● **Required work**: Copy out the records precisely, omitting pictures.

[Items from a dataset]
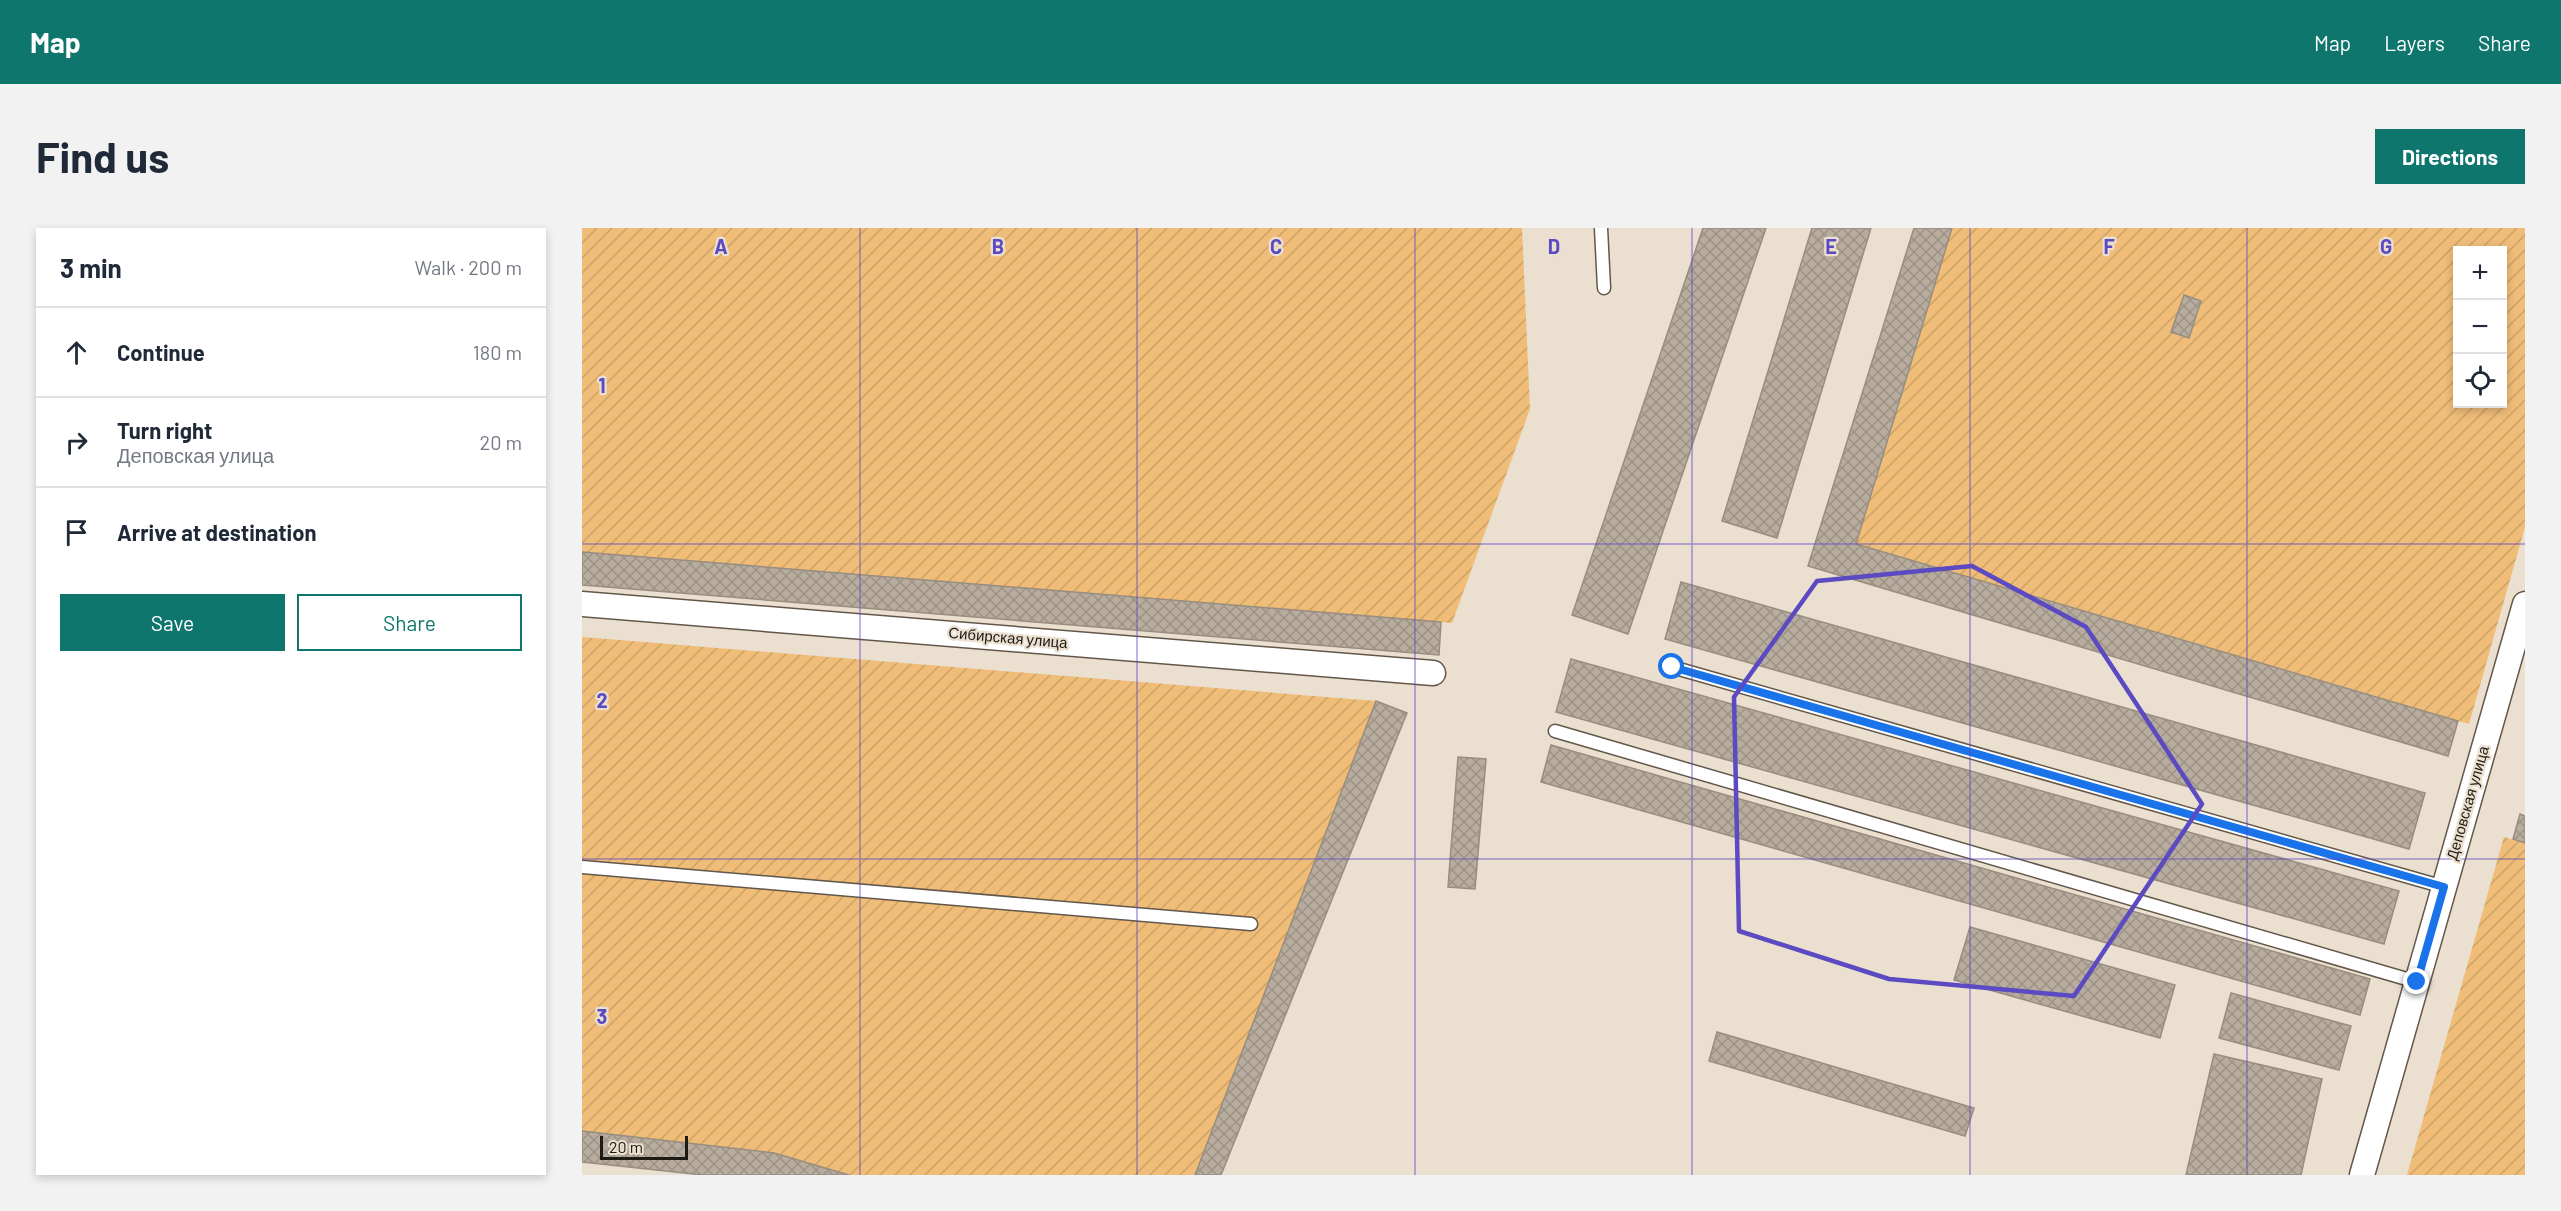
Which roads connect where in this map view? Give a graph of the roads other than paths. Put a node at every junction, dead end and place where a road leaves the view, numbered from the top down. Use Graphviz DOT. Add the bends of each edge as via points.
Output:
graph roads {
  1 [pos="1601,228"];
  2 [pos="1604,288"];
  3 [pos="582,604"];
  4 [pos="2525,604"];
  5 [pos="1672,667"];
  6 [pos="1433,673"];
  7 [pos="1556,731"];
  8 [pos="582,867"];
  9 [pos="2444,887"];
  10 [pos="1251,924"];
  11 [pos="2417,982"];
  12 [pos="2362,1175"];
  1 -- 2 [label="lane"];
  3 -- 6 [label="street, Сибирская улица"];
  4 -- 9 [label="street, Деповская улица"];
  5 -- 9 [label="lane"];
  7 -- 11 [label="lane"];
  8 -- 10 [label="lane"];
  9 -- 11 [label="street, Деповская улица"];
  11 -- 12 [label="street, Деповская улица"];
}
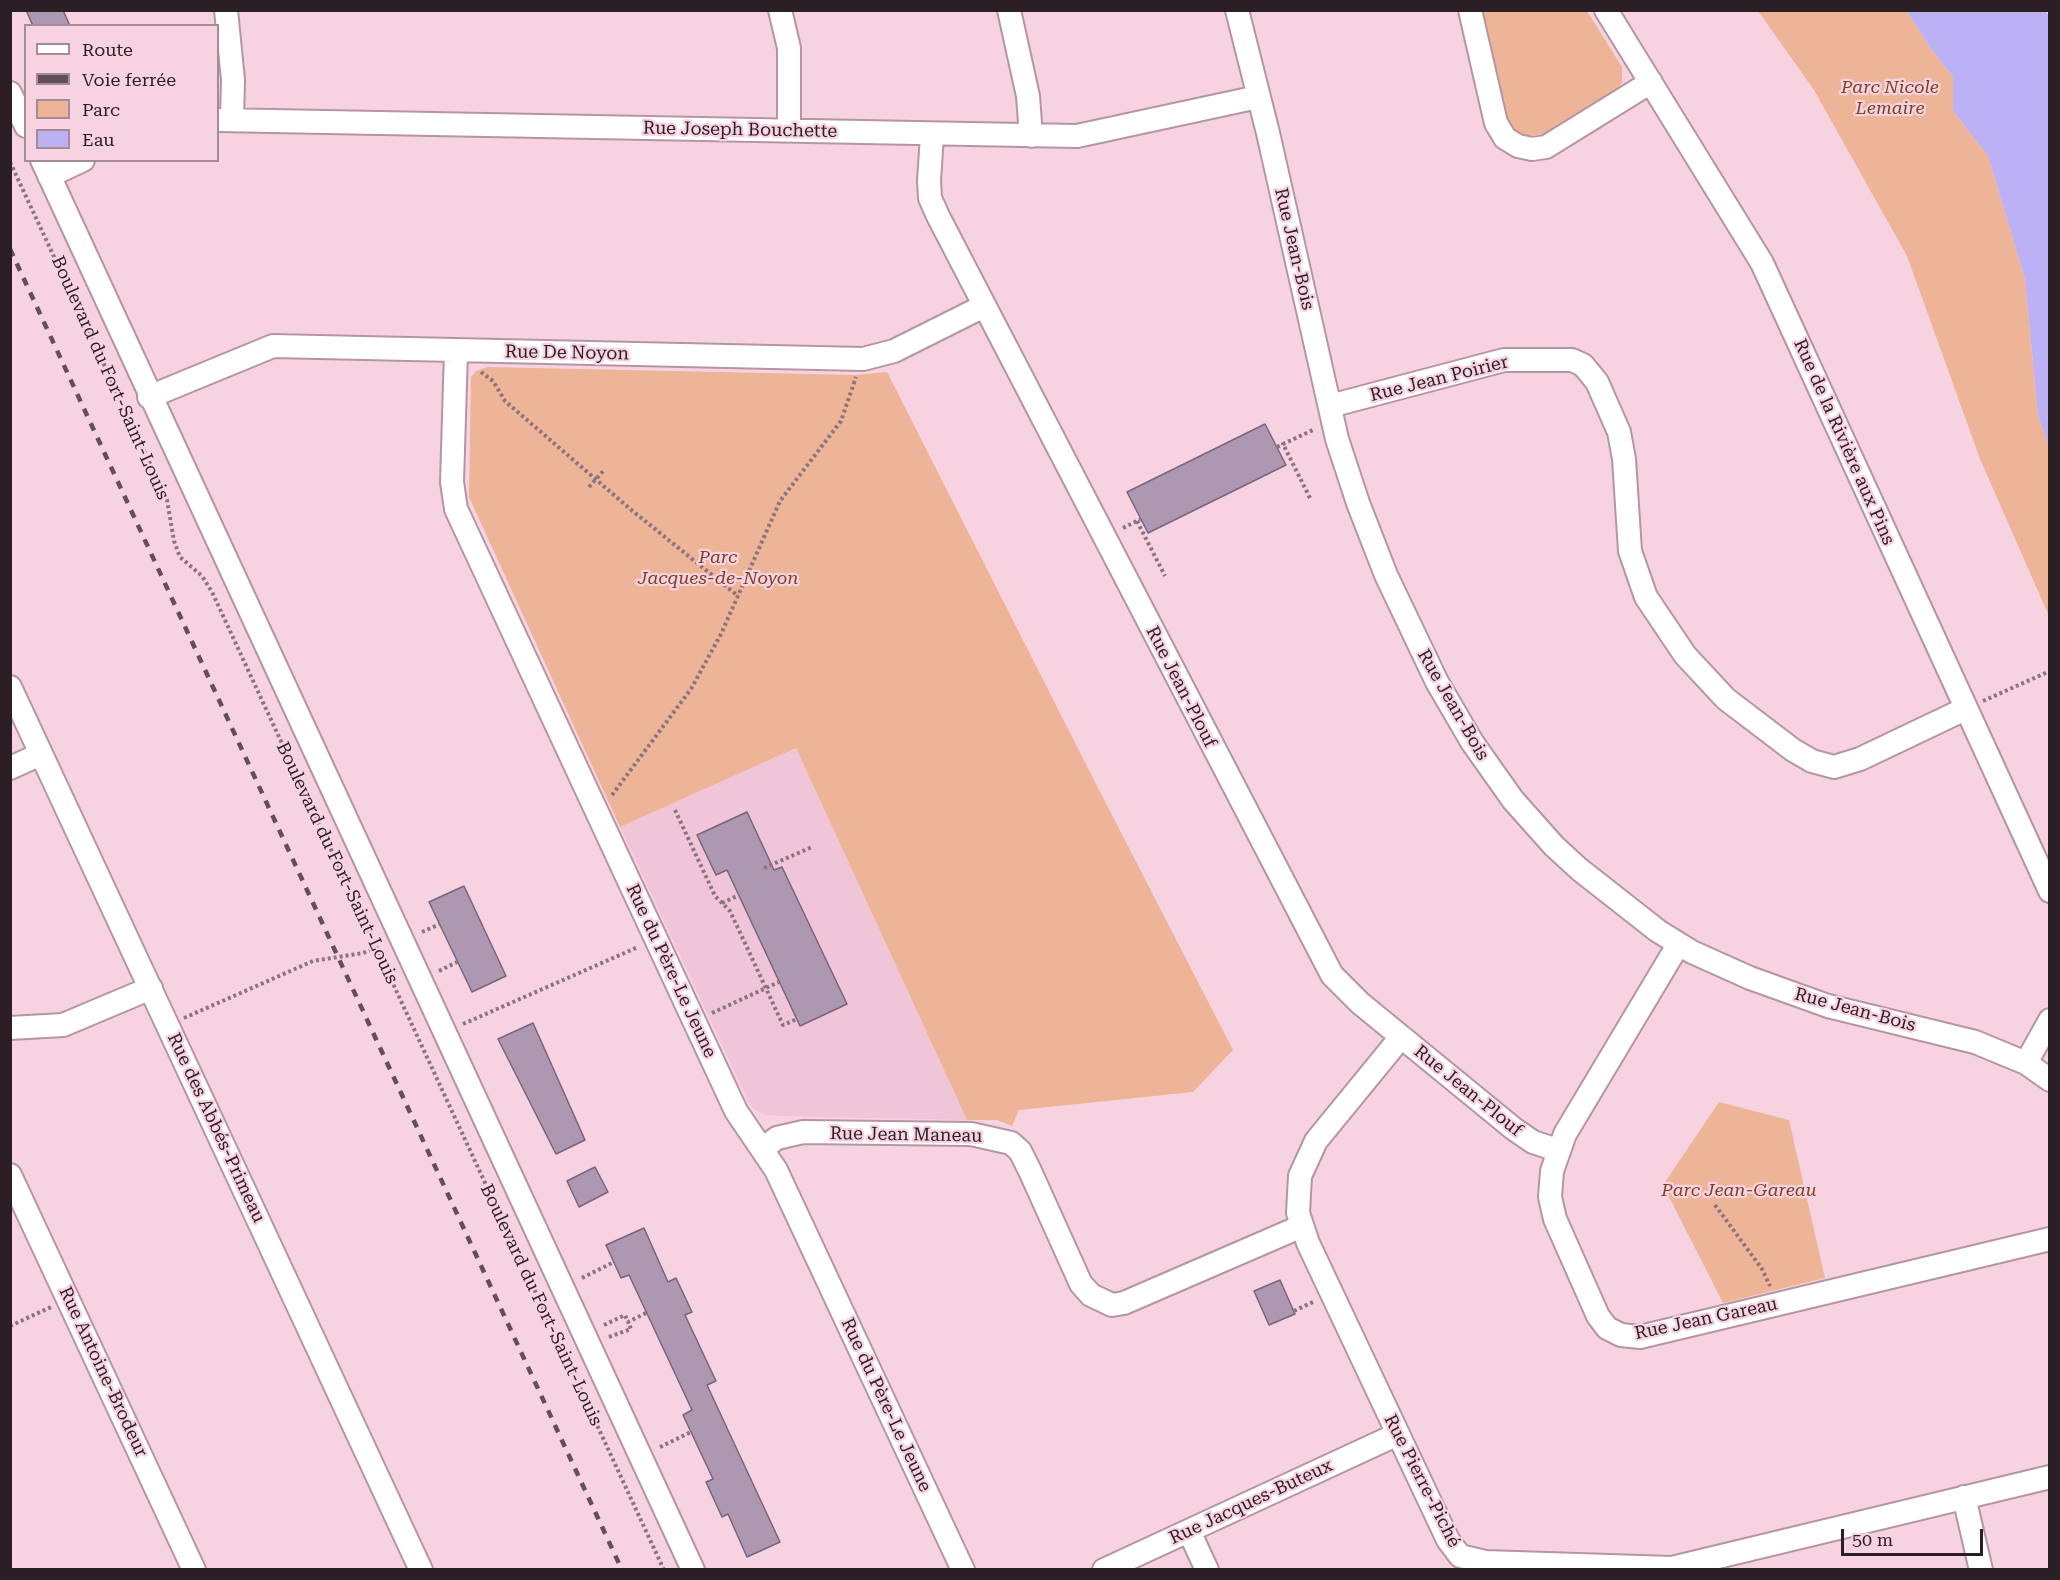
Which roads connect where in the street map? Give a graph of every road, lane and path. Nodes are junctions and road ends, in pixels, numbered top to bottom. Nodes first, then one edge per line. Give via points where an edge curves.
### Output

● **Result of this exercise**:
Which roads connect where in this map view? Give a graph of the roads other than paths. Put a node at every junction, dead end and place where a road leaves the view, numbered from the top down. Use Graphviz DOT. Add the bends of each edge as via points.
Output:
graph roads {
  1 [pos="1601,228"];
  2 [pos="1604,288"];
  3 [pos="582,604"];
  4 [pos="2525,604"];
  5 [pos="1672,667"];
  6 [pos="1433,673"];
  7 [pos="1556,731"];
  8 [pos="582,867"];
  9 [pos="2444,887"];
  10 [pos="1251,924"];
  11 [pos="2417,982"];
  12 [pos="2362,1175"];
  1 -- 2 [label="lane"];
  3 -- 6 [label="street, Сибирская улица"];
  4 -- 9 [label="street, Деповская улица"];
  5 -- 9 [label="lane"];
  7 -- 11 [label="lane"];
  8 -- 10 [label="lane"];
  9 -- 11 [label="street, Деповская улица"];
  11 -- 12 [label="street, Деповская улица"];
}
Which roads connect where in the street map? Give a graph of every road, lane and path. Nodes are junctions and road ends, in pixels, numbered top to bottom. Nodes first, then one edge per line. Give via points where an edge curves.
### Output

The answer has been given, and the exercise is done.